Beautiful Roasted Butternut Squash Soup
Velvety roasted butternut squash soup is a wonderful dish to serve in the fall or winter. Some butternut squash recipes feature savory ingredients like potatoes and leeks and others use sweet ones like cranberry and apple.
The following recipe for butternut squash soup features savory ingredients as well as pomegranate juice, to add an exotic sweetness. This juice is tart instead of sweet but it does add a nice fruity taste. A lot of pumpkin soup recipes feature either all savory or all sweet ingredients and butternut squash is just as adaptable and versatile.
Cooking the onions for a few hours over a really low heat, with olive oil, thyme, butter, salt and pepper gives you wonderfully sweet caramelized onions. Roasting and pureeing the butternut squash with the onions, cream, juice and vegetable stock gives you a mouthwatering soup recipe and you can serve this for lunch or dinner.
- 2 tablespoons extra virgin olive oil
- 2 tablespoons butter
- 3 sprigs fresh thyme or ½ teaspoon dried thyme
- 1 lb thinly sliced yellow onions
- 1 lb thinly sliced red onions
- ¼ teaspoon cayenne pepper
- ½ cup crumbled gorgonzola cheese
- ½ cup Half & Half
- ½ cup dry white wine
- 2 bay leaves
- 1 butternut squash (weight 4 or 5 lbs)
- 3 ½ cups vegetable stock
- 1 cup pomegranate juice
- ¼ teaspoon each salt and black pepper
- Preheat the oven to 400 degrees F.
- Slice the butternut squash in half and put the halves on a lined baking sheet, cut sides down. Roast for about 50 minutes or until the flesh is tender and the skin is puckered. Let it cool, and then cube it, discarding the skin.
- Heat a big pot over a moderate heat. Add the oil, butter, salt, pepper, and onions. Sprinkle in the thyme and add the onions. Stir well and turn the heat down to low. Stir the onions every 10 minutes and cook for about 2 hours or until they are golden but not brown.
- Put ⅔ of the onion mixture in a blender with 1 cup of the vegetable stock.
- Puree and put it back in the pot. Put half the squash in the blender and puree it with another cup of the stock. Put this back in the pot. Puree the remaining squash and put it in the pot.
- Add the bay leaves, wine, Half & Half and pomegranate juice. Stir in the cayenne pepper. Bring the soup to a simmer and add extra stock, if necessary.
- Cover it and simmer gently for half an hour.
- Warm the reserved onions back up in a pot over a gentle heat. Take the bay leaves out of the soup and divide it between 10 serving bowls.

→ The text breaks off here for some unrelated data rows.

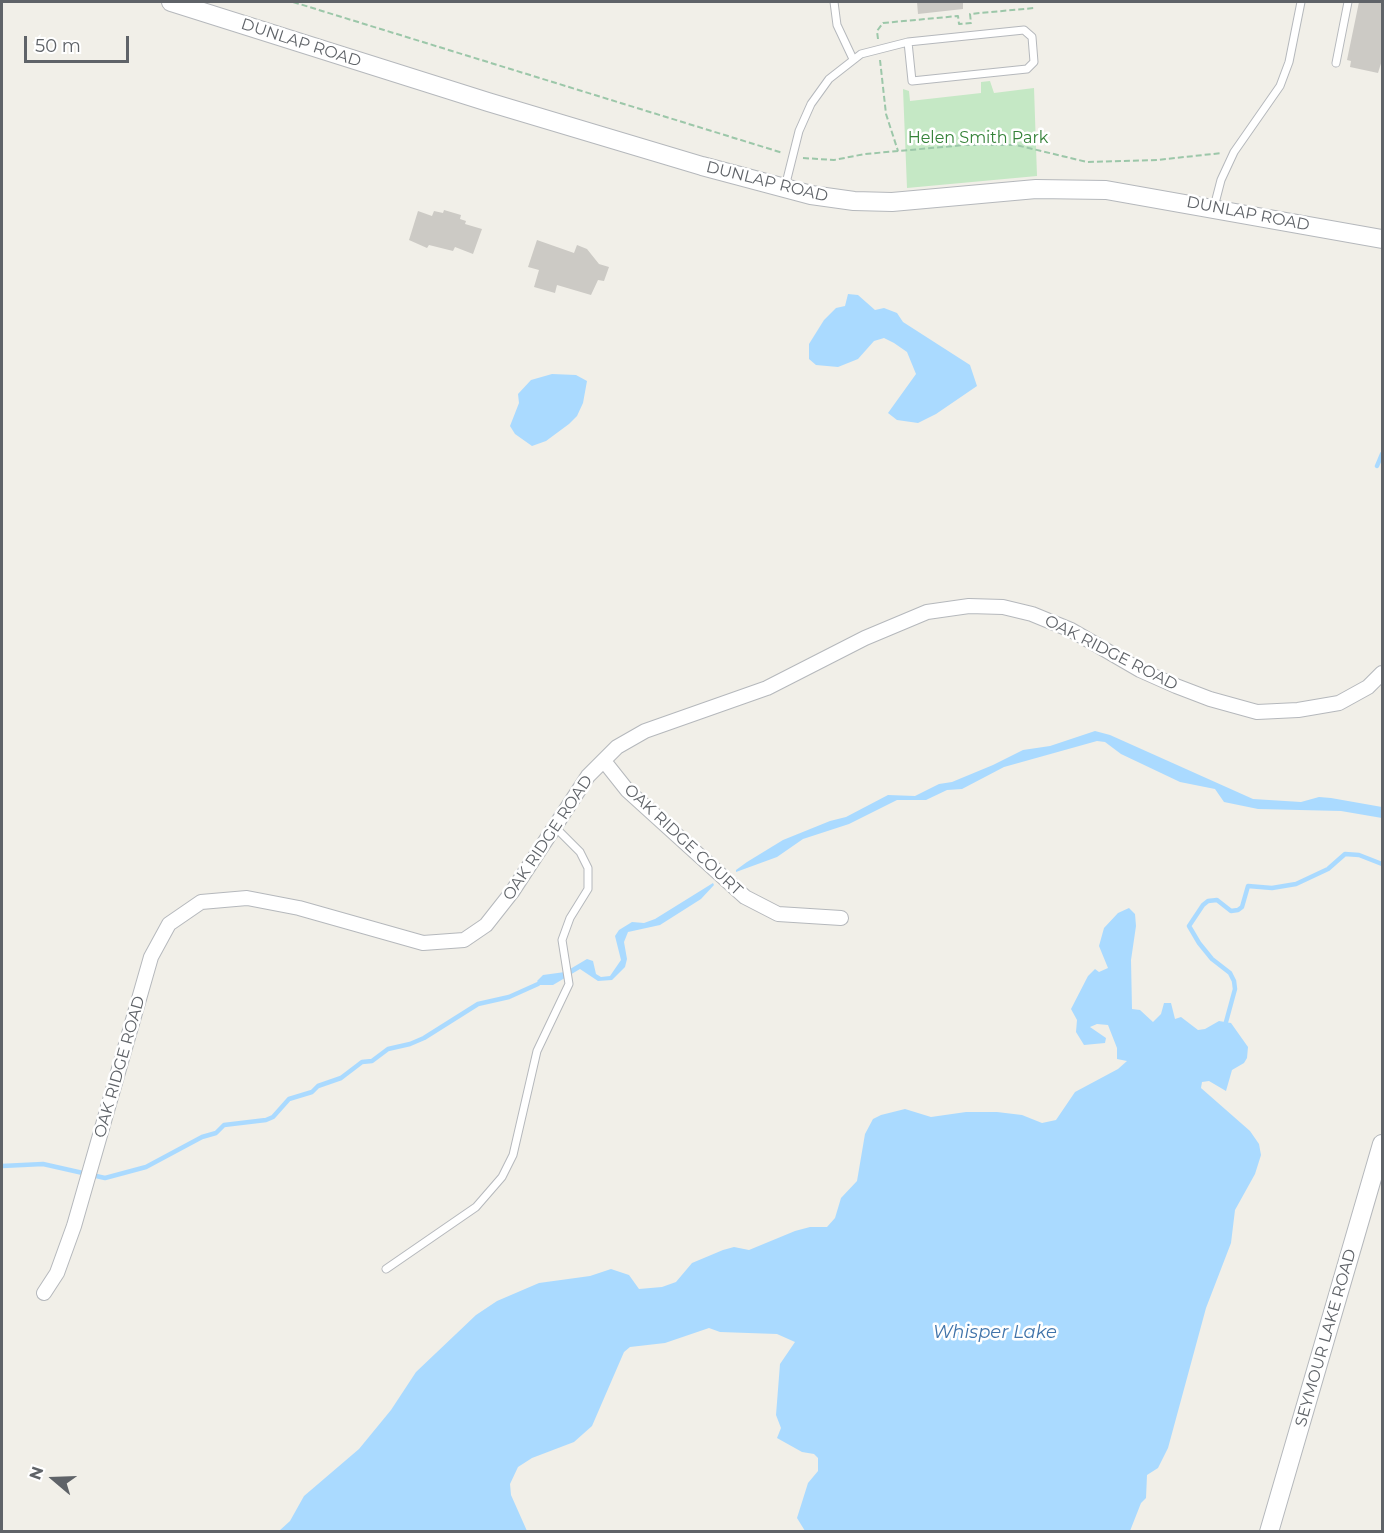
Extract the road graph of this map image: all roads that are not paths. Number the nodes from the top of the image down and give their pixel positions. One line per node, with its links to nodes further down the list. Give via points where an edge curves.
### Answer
1 (171, 2): 8 (street, DUNLAP ROAD)
2 (834, 2): 6 (lane, via 837,25)
3 (1301, 2): 9 (lane, via 1280,86 1234,152)
4 (1348, 2): 7 (lane)
5 (908, 42): 5 (lane, via 1024,30 1032,37 1034,62 1027,69 912,81); 6 (lane)
6 (853, 59): 8 (lane, via 829,79 807,113)
7 (1336, 63)
8 (785, 189): 9 (street, DUNLAP ROAD, via 833,199 886,202 1081,188)
9 (1214, 207): 10 (street, DUNLAP ROAD)
10 (1383, 239)
11 (1383, 673): 12 (street, OAK RIDGE ROAD, via 1368,687 1339,703 1257,712 1176,686 1071,630 1032,614 1003,607 969,606 927,612 767,688 645,731)
12 (604, 760): 13 (street, OAK RIDGE ROAD, via 588,776); 14 (street, OAK RIDGE COURT, via 627,790 745,897 778,914)
13 (555, 827): 16 (lane, via 580,852 588,868 588,889 562,940 569,984 537,1051 513,1155 502,1177 476,1207); 17 (street, OAK RIDGE ROAD, via 486,925 464,940 423,943 299,908 247,898 201,902 170,924 151,957 74,1226 57,1273)
14 (842, 918)
15 (1383, 1144): 18 (street, SEYMOUR LAKE ROAD)
16 (386, 1269)
17 (44, 1293)
18 (1269, 1532)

- Sprinkle the gorgonzola on top and then the reserved onions.
This is a gourmet soup and you can tell that either by reading the recipe or by looking at the photo. If you are looking for an impressive soup recipe for a dinner party, you cannot go wrong with this sweet butternut squash soup. The salty, ripe flavor of the gorgonzola contrasts so well with the sweetness of the squash and the pomegranate juice. This soup is a treat for your senses, combining wonderful flavors and textures.